This post is going to address one of the leading forms of cancer among women in India - Cervical cancer. This cancer affects the cervix – which is the lower part of the womb. Cervical cancer is the second most common cancer in India in women accounting for 22.86% of all cancer cases in women and 12% of all cancer cases in both men and women. One woman dies of cervical cancer every 8 minutes in India, and close to 70% of women who have cervical cancer in India will die for various reasons. One of them is the lack of health infrastructure to treat this disease. So many Indian women have cervical cancer, yet there is not enough infrastructure to treat it. This means that because of the “long queue”, if a woman is diagnosed with cervical cancer in this country, she will likely die before getting diagnosed or post-diagnosis, the required treatment. Other reasons include the cost of treatment and lack of awareness about the disease.
What makes this situation really tragic is that although cervical cancer is so deadly, it is perfectly preventable. It is not like ovarian cancer, where an exact cause is not yet known. It is not like breast cancer, where even after adopting healthy lifestyle changes, there is still that chance that you might develop it.
No! It can be completely, 100% prevented.

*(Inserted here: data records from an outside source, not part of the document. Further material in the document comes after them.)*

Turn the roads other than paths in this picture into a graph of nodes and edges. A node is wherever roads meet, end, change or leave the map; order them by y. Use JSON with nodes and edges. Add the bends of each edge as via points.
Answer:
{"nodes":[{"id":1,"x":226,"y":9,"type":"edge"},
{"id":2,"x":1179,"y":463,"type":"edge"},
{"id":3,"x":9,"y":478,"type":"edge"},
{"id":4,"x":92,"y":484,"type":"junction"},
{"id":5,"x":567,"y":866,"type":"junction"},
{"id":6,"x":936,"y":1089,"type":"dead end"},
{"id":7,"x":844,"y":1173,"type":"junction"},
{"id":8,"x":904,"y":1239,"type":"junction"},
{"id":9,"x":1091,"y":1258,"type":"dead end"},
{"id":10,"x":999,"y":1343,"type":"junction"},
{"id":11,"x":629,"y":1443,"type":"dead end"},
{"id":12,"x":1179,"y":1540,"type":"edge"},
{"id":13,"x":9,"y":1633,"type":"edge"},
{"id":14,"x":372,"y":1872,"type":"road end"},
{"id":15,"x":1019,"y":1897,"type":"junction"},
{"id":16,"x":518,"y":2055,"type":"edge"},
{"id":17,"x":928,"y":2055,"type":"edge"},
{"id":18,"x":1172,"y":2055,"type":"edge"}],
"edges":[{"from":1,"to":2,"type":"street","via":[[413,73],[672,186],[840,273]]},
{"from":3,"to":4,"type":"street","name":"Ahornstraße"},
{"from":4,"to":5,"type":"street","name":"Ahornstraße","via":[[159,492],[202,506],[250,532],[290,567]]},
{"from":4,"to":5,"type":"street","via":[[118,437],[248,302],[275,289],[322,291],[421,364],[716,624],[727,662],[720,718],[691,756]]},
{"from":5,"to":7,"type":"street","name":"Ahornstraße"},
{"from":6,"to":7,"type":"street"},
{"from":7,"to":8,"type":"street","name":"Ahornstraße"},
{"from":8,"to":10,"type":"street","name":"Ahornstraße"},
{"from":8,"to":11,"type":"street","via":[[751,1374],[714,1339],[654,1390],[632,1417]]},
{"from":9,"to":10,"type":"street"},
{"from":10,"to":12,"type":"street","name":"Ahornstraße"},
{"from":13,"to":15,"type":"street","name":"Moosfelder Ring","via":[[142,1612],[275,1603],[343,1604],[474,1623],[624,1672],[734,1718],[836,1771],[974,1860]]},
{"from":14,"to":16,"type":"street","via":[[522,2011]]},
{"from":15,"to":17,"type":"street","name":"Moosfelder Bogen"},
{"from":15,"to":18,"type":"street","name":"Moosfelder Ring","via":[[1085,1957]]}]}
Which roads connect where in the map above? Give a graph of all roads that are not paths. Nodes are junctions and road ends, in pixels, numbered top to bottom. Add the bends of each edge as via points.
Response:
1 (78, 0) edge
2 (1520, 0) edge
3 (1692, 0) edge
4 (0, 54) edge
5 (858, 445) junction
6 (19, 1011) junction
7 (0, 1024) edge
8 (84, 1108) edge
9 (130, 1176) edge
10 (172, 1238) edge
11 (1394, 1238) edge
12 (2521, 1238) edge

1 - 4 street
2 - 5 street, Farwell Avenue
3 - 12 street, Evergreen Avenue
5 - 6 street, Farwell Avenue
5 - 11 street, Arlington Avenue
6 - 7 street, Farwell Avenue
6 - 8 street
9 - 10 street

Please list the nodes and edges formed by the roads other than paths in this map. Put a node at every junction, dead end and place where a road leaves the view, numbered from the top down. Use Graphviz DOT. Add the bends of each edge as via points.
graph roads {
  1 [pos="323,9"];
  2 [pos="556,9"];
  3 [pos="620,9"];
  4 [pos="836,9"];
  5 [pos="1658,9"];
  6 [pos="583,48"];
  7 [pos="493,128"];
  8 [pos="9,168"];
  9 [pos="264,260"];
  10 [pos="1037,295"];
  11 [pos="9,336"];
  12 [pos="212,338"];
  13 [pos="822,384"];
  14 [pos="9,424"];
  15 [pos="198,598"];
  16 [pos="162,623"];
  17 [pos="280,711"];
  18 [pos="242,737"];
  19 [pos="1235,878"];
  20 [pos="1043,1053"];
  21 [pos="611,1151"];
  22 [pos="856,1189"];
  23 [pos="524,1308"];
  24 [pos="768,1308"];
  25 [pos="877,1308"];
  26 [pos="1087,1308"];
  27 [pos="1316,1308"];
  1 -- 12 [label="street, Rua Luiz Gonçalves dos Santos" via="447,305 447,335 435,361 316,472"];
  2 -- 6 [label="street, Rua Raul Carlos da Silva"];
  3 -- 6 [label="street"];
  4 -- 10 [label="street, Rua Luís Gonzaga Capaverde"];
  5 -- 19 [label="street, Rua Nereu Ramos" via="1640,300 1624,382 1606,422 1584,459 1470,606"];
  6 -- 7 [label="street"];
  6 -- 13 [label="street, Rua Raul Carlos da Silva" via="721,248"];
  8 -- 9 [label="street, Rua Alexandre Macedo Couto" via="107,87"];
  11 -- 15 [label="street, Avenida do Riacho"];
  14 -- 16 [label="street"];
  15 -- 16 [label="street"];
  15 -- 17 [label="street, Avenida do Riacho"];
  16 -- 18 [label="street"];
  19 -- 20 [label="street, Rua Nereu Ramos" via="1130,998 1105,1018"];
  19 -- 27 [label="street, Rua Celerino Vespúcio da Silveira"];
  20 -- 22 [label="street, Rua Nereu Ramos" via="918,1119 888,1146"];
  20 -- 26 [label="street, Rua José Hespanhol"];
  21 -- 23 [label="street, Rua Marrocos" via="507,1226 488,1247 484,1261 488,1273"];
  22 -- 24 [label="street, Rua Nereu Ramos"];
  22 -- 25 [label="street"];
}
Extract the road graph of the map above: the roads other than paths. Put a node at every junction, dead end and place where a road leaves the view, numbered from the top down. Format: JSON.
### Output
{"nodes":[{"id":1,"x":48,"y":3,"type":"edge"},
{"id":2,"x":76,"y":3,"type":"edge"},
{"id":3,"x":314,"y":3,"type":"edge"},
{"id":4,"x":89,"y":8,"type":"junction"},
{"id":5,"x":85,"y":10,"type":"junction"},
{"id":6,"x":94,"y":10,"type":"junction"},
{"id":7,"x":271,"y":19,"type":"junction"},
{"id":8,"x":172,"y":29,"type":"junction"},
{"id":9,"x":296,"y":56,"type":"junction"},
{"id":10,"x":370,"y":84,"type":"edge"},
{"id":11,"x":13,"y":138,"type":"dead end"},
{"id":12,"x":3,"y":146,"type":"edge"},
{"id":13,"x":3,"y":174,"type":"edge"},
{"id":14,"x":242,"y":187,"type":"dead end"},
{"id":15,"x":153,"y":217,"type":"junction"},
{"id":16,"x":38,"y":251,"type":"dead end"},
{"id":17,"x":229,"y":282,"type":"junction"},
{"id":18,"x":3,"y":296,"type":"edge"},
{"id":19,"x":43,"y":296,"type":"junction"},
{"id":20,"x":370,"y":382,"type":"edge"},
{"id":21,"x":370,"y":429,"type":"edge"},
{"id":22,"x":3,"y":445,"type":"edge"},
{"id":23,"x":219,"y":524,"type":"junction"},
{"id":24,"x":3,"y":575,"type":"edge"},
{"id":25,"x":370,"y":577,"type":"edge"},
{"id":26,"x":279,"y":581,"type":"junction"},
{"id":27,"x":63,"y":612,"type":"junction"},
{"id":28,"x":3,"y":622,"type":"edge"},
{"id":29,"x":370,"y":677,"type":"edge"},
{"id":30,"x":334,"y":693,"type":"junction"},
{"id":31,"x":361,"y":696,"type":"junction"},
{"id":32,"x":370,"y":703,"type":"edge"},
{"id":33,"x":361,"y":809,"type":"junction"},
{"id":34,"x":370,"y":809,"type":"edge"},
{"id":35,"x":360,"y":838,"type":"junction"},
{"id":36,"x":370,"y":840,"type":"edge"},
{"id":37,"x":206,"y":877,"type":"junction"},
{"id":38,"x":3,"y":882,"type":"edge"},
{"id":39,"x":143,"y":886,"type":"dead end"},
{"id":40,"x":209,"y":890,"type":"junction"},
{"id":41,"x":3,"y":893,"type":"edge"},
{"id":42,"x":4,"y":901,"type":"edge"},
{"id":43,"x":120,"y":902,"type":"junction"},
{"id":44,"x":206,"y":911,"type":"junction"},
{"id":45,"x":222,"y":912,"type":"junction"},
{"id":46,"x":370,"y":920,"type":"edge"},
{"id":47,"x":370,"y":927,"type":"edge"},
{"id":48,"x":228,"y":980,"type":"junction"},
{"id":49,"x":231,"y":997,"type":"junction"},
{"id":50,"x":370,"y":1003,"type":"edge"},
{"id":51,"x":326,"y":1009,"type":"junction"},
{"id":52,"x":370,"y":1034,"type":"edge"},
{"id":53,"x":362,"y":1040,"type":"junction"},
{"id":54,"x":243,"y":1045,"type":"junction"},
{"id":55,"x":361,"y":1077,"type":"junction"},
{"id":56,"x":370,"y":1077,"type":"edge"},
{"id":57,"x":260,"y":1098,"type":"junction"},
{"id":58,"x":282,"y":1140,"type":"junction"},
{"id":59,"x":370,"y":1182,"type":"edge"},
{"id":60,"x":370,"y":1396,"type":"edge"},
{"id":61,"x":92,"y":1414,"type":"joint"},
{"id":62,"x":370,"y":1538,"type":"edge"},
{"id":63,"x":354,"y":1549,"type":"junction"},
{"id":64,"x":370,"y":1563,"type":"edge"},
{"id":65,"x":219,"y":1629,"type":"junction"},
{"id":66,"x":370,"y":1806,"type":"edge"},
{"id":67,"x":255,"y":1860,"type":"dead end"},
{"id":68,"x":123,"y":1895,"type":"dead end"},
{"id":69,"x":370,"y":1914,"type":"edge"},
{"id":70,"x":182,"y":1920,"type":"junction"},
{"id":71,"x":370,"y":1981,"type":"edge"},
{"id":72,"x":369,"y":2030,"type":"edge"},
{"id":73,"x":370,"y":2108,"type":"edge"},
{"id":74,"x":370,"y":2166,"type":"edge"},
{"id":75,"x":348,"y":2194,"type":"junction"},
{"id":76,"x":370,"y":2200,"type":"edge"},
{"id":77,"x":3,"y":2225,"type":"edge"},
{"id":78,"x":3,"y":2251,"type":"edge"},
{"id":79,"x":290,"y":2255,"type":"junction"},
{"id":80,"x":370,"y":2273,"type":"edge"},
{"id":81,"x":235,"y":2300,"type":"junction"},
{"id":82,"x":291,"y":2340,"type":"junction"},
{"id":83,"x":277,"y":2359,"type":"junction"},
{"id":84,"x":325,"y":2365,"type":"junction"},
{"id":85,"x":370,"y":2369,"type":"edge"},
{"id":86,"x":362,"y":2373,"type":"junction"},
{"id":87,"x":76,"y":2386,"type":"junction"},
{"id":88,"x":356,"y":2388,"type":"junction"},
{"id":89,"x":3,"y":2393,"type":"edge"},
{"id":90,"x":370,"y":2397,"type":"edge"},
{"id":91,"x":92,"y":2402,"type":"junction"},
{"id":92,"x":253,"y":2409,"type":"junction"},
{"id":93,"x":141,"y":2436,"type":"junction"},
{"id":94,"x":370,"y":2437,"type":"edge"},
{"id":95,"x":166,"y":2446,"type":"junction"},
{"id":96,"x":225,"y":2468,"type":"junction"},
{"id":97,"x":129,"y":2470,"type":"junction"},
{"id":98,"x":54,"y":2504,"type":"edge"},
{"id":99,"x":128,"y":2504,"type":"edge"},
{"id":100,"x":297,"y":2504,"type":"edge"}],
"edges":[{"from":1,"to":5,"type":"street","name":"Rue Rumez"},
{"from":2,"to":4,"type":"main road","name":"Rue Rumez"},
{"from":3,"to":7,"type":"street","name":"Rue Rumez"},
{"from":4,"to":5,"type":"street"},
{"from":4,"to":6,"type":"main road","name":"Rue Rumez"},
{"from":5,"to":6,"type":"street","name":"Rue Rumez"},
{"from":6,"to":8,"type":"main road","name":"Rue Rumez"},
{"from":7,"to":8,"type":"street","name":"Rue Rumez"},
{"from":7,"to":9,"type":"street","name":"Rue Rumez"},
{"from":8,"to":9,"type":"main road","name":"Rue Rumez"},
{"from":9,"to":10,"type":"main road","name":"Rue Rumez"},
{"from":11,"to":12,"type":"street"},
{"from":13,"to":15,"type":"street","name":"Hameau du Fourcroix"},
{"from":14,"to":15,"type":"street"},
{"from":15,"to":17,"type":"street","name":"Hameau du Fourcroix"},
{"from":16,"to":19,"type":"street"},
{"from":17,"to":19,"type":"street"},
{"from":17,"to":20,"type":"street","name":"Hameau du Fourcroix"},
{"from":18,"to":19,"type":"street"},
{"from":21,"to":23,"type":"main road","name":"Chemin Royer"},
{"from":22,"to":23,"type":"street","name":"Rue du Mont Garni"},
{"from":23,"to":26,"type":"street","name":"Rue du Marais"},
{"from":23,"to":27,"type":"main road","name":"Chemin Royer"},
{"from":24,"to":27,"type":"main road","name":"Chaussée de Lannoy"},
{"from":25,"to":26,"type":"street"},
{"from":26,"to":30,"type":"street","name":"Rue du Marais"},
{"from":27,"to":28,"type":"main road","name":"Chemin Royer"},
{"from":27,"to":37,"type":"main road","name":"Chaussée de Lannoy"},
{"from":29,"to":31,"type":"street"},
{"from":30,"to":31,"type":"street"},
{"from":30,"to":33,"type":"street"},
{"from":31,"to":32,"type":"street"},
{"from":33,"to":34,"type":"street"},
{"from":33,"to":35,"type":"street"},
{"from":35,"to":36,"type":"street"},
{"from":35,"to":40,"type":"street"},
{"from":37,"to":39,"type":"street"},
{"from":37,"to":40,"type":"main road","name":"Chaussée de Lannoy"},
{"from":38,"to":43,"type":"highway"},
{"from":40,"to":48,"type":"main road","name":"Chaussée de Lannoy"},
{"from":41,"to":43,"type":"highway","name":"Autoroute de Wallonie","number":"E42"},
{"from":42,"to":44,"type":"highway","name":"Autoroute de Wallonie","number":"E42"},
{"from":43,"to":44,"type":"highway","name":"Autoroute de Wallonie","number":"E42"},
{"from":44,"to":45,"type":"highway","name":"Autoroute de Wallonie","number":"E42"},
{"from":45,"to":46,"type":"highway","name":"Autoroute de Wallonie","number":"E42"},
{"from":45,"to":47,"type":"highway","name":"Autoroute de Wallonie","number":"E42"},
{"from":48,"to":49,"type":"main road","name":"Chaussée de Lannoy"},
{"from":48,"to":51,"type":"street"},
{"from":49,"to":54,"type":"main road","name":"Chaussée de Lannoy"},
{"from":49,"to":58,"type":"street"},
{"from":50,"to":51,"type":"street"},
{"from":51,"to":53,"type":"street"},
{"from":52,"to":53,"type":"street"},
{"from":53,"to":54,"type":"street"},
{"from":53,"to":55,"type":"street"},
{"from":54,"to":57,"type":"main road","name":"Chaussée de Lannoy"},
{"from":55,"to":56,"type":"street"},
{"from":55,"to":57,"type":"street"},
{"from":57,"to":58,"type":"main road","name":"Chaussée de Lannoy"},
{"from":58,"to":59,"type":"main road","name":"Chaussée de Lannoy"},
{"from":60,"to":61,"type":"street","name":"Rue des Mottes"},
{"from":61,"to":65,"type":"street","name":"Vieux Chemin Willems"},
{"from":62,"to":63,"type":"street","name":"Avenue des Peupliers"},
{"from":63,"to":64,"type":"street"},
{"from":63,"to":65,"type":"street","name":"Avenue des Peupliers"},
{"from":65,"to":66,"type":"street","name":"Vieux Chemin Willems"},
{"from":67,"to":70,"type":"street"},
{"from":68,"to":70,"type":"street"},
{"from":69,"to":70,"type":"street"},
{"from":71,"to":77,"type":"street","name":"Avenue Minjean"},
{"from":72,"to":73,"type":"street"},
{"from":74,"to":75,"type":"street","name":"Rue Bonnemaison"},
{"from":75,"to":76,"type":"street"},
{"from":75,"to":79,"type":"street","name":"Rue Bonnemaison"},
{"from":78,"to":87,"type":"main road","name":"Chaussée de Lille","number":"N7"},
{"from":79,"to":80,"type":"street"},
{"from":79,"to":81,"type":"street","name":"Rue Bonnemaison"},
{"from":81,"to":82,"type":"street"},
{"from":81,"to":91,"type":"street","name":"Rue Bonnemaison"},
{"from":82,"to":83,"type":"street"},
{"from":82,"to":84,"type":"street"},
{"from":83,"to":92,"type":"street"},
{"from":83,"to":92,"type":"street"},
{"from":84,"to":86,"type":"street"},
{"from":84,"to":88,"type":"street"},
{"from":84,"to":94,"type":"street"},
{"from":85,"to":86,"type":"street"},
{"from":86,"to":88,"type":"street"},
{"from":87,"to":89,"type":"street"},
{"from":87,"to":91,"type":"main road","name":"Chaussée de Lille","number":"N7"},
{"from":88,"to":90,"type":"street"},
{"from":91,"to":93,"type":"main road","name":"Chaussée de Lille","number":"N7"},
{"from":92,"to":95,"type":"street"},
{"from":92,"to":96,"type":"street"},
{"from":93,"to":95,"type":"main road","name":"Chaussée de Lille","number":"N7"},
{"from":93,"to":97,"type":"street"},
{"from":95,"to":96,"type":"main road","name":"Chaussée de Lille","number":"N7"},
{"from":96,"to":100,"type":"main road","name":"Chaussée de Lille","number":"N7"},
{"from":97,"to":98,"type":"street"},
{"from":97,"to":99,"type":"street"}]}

Cervical cancer is caused by a virus called Human Papillomavirus (HPV). This virus is transmitted sexually. HPV is so infectious that actual sexual intercourse does not have to occur for it to be transmitted. It can be transmitted from one infected genital to another, directly or indirectly. HPV is also the most common sexually transmitted virus in the world because nearly all sexually active people have been infected with HPV
What are the risk factors?
HIV: An infection of the Human Immunodeficiency Virus (HIV) increases the susceptibility to developing cervical cancer.
Other risk factors are
HPV has several strains. Some strains cause genital warts but do not cause cervical cancer. Other strains cause infections that get cleared up by the body even without treatment. This means that many are not even aware that they are infected. However, there are some HPV strains which are particularly dangerous because they persist. These are the strains that can infect the cells in the cervix, which can lead to the development of pre-cancer. After festering for 7 to 20 years, this progresses to cancer. For those with any of the risk factors, it may progress even faster.
How to prevent this?
This is why cervical cancer screening is so important and beneficial. Since it takes so long for cancer to actually occur, with early screening, these pre-cancer cells can be easily detected and treated. The PAP smear looks for pre-cancers and cell changes on the cervix that might become cervical cancer if they are not treated appropriately.
When to start?
The recommended age to start going for screening in India is 30 years. Start going for cervical cancer screening about 10 years after your first sexual contact, and keep going every 3 – 5 years. If pre-cancer is detected, it can be treated before it becomes full-blown cervical cancer.
An important form of prevention is the HPV vaccination. If you have never been sexually active, you can get immunized. This helps prevent infection with the various strains of HPV. For those who are sexually active, use a condom, be faithful, do not have multiple sexual partners etc., you know the drill. But just so you know, condoms are not fully effective because there can still be skin-to-skin contact when using a condom.
Now you know the three ways to prevent this deadly disease. Tell your mother, sisters, aunts and friends. You just may save a life.
Prevention is Better than Cure…Say No to Cervical Cancer!!